**Records to use**
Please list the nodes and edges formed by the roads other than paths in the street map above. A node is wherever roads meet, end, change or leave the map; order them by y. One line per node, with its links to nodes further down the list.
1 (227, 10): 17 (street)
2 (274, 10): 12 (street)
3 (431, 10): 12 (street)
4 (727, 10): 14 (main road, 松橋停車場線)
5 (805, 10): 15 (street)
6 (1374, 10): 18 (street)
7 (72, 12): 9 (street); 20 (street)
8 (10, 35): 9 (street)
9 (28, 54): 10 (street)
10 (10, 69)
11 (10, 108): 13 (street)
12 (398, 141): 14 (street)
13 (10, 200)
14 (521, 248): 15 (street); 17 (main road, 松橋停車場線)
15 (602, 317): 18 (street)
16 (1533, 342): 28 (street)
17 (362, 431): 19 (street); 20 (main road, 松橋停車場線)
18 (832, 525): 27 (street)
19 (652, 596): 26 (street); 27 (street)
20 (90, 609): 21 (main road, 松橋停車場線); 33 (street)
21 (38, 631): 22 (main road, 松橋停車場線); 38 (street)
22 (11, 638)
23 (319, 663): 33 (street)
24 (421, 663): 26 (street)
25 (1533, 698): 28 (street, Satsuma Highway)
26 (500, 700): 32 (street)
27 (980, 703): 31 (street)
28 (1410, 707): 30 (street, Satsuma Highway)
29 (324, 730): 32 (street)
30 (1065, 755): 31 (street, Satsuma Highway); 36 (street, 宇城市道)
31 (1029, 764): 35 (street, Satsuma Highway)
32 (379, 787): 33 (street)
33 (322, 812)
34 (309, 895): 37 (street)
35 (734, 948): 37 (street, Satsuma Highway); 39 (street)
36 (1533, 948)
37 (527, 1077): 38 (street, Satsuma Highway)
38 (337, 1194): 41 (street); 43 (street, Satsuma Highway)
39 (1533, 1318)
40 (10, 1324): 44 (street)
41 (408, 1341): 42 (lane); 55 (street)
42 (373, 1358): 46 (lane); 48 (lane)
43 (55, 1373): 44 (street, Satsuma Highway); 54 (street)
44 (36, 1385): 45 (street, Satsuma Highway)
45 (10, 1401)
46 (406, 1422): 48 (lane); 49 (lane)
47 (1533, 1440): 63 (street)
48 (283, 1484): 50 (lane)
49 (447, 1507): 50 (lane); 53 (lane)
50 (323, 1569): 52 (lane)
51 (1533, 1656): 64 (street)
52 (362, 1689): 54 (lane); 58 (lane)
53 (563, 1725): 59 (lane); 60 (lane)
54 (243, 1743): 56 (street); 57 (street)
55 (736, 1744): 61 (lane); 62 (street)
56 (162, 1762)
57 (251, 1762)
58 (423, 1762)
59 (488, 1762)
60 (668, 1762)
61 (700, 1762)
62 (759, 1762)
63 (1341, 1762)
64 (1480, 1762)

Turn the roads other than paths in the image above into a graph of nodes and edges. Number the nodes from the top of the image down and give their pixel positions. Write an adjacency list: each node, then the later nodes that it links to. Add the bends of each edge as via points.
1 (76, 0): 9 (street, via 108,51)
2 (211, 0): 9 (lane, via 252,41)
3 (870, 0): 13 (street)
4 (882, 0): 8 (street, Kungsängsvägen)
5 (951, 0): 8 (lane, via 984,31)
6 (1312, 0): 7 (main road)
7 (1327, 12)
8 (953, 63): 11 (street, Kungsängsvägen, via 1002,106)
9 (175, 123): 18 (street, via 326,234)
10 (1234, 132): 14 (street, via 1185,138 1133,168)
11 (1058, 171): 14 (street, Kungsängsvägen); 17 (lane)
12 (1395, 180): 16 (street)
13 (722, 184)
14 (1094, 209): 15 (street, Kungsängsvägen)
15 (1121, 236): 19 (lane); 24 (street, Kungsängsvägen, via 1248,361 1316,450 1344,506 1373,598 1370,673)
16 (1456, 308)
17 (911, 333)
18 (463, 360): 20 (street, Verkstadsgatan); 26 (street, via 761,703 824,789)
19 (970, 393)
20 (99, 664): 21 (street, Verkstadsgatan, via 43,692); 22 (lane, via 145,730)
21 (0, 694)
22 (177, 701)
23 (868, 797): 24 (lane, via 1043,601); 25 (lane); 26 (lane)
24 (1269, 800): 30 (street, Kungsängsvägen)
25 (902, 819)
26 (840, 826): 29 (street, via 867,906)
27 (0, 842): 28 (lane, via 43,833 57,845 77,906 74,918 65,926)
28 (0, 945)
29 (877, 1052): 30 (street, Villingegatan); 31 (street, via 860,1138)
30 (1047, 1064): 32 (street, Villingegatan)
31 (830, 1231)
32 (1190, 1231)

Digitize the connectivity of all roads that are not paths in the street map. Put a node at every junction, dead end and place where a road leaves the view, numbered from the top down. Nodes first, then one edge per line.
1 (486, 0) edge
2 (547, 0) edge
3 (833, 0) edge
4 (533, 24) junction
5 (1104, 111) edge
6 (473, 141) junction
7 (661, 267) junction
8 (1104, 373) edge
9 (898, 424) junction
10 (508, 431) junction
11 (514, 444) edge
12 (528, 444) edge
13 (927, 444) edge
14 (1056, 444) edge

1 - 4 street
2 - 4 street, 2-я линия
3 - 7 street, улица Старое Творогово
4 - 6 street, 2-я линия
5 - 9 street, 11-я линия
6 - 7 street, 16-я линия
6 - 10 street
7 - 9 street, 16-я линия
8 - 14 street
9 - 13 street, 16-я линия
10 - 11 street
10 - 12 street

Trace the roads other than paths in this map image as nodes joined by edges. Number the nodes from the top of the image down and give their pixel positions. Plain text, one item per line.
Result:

**Work item**
Write down all the entries again without a single difference.

**Output**
Please list the nodes and edges formed by the roads other than paths in the street map above. A node is wherever roads meet, end, change or leave the map; order them by y. One line per node, with its links to nodes further down the list.
1 (227, 10): 17 (street)
2 (274, 10): 12 (street)
3 (431, 10): 12 (street)
4 (727, 10): 14 (main road, 松橋停車場線)
5 (805, 10): 15 (street)
6 (1374, 10): 18 (street)
7 (72, 12): 9 (street); 20 (street)
8 (10, 35): 9 (street)
9 (28, 54): 10 (street)
10 (10, 69)
11 (10, 108): 13 (street)
12 (398, 141): 14 (street)
13 (10, 200)
14 (521, 248): 15 (street); 17 (main road, 松橋停車場線)
15 (602, 317): 18 (street)
16 (1533, 342): 28 (street)
17 (362, 431): 19 (street); 20 (main road, 松橋停車場線)
18 (832, 525): 27 (street)
19 (652, 596): 26 (street); 27 (street)
20 (90, 609): 21 (main road, 松橋停車場線); 33 (street)
21 (38, 631): 22 (main road, 松橋停車場線); 38 (street)
22 (11, 638)
23 (319, 663): 33 (street)
24 (421, 663): 26 (street)
25 (1533, 698): 28 (street, Satsuma Highway)
26 (500, 700): 32 (street)
27 (980, 703): 31 (street)
28 (1410, 707): 30 (street, Satsuma Highway)
29 (324, 730): 32 (street)
30 (1065, 755): 31 (street, Satsuma Highway); 36 (street, 宇城市道)
31 (1029, 764): 35 (street, Satsuma Highway)
32 (379, 787): 33 (street)
33 (322, 812)
34 (309, 895): 37 (street)
35 (734, 948): 37 (street, Satsuma Highway); 39 (street)
36 (1533, 948)
37 (527, 1077): 38 (street, Satsuma Highway)
38 (337, 1194): 41 (street); 43 (street, Satsuma Highway)
39 (1533, 1318)
40 (10, 1324): 44 (street)
41 (408, 1341): 42 (lane); 55 (street)
42 (373, 1358): 46 (lane); 48 (lane)
43 (55, 1373): 44 (street, Satsuma Highway); 54 (street)
44 (36, 1385): 45 (street, Satsuma Highway)
45 (10, 1401)
46 (406, 1422): 48 (lane); 49 (lane)
47 (1533, 1440): 63 (street)
48 (283, 1484): 50 (lane)
49 (447, 1507): 50 (lane); 53 (lane)
50 (323, 1569): 52 (lane)
51 (1533, 1656): 64 (street)
52 (362, 1689): 54 (lane); 58 (lane)
53 (563, 1725): 59 (lane); 60 (lane)
54 (243, 1743): 56 (street); 57 (street)
55 (736, 1744): 61 (lane); 62 (street)
56 (162, 1762)
57 (251, 1762)
58 (423, 1762)
59 (488, 1762)
60 (668, 1762)
61 (700, 1762)
62 (759, 1762)
63 (1341, 1762)
64 (1480, 1762)

Turn the roads other than paths in the image above into a graph of nodes and edges. Number the nodes from the top of the image down and give their pixel positions. Write an adjacency list: each node, then the later nodes that it links to. Add the bends of each edge as via points.
1 (76, 0): 9 (street, via 108,51)
2 (211, 0): 9 (lane, via 252,41)
3 (870, 0): 13 (street)
4 (882, 0): 8 (street, Kungsängsvägen)
5 (951, 0): 8 (lane, via 984,31)
6 (1312, 0): 7 (main road)
7 (1327, 12)
8 (953, 63): 11 (street, Kungsängsvägen, via 1002,106)
9 (175, 123): 18 (street, via 326,234)
10 (1234, 132): 14 (street, via 1185,138 1133,168)
11 (1058, 171): 14 (street, Kungsängsvägen); 17 (lane)
12 (1395, 180): 16 (street)
13 (722, 184)
14 (1094, 209): 15 (street, Kungsängsvägen)
15 (1121, 236): 19 (lane); 24 (street, Kungsängsvägen, via 1248,361 1316,450 1344,506 1373,598 1370,673)
16 (1456, 308)
17 (911, 333)
18 (463, 360): 20 (street, Verkstadsgatan); 26 (street, via 761,703 824,789)
19 (970, 393)
20 (99, 664): 21 (street, Verkstadsgatan, via 43,692); 22 (lane, via 145,730)
21 (0, 694)
22 (177, 701)
23 (868, 797): 24 (lane, via 1043,601); 25 (lane); 26 (lane)
24 (1269, 800): 30 (street, Kungsängsvägen)
25 (902, 819)
26 (840, 826): 29 (street, via 867,906)
27 (0, 842): 28 (lane, via 43,833 57,845 77,906 74,918 65,926)
28 (0, 945)
29 (877, 1052): 30 (street, Villingegatan); 31 (street, via 860,1138)
30 (1047, 1064): 32 (street, Villingegatan)
31 (830, 1231)
32 (1190, 1231)

Digitize the connectivity of all roads that are not paths in the street map. Put a node at every junction, dead end and place where a road leaves the view, numbered from the top down. Nodes first, then one edge per line.
1 (486, 0) edge
2 (547, 0) edge
3 (833, 0) edge
4 (533, 24) junction
5 (1104, 111) edge
6 (473, 141) junction
7 (661, 267) junction
8 (1104, 373) edge
9 (898, 424) junction
10 (508, 431) junction
11 (514, 444) edge
12 (528, 444) edge
13 (927, 444) edge
14 (1056, 444) edge

1 - 4 street
2 - 4 street, 2-я линия
3 - 7 street, улица Старое Творогово
4 - 6 street, 2-я линия
5 - 9 street, 11-я линия
6 - 7 street, 16-я линия
6 - 10 street
7 - 9 street, 16-я линия
8 - 14 street
9 - 13 street, 16-я линия
10 - 11 street
10 - 12 street

Trace the roads other than paths in this map image as nodes joined by edges. Number the nodes from the top of the image down and give their pixel positions. Plain text, one item per line.
Result:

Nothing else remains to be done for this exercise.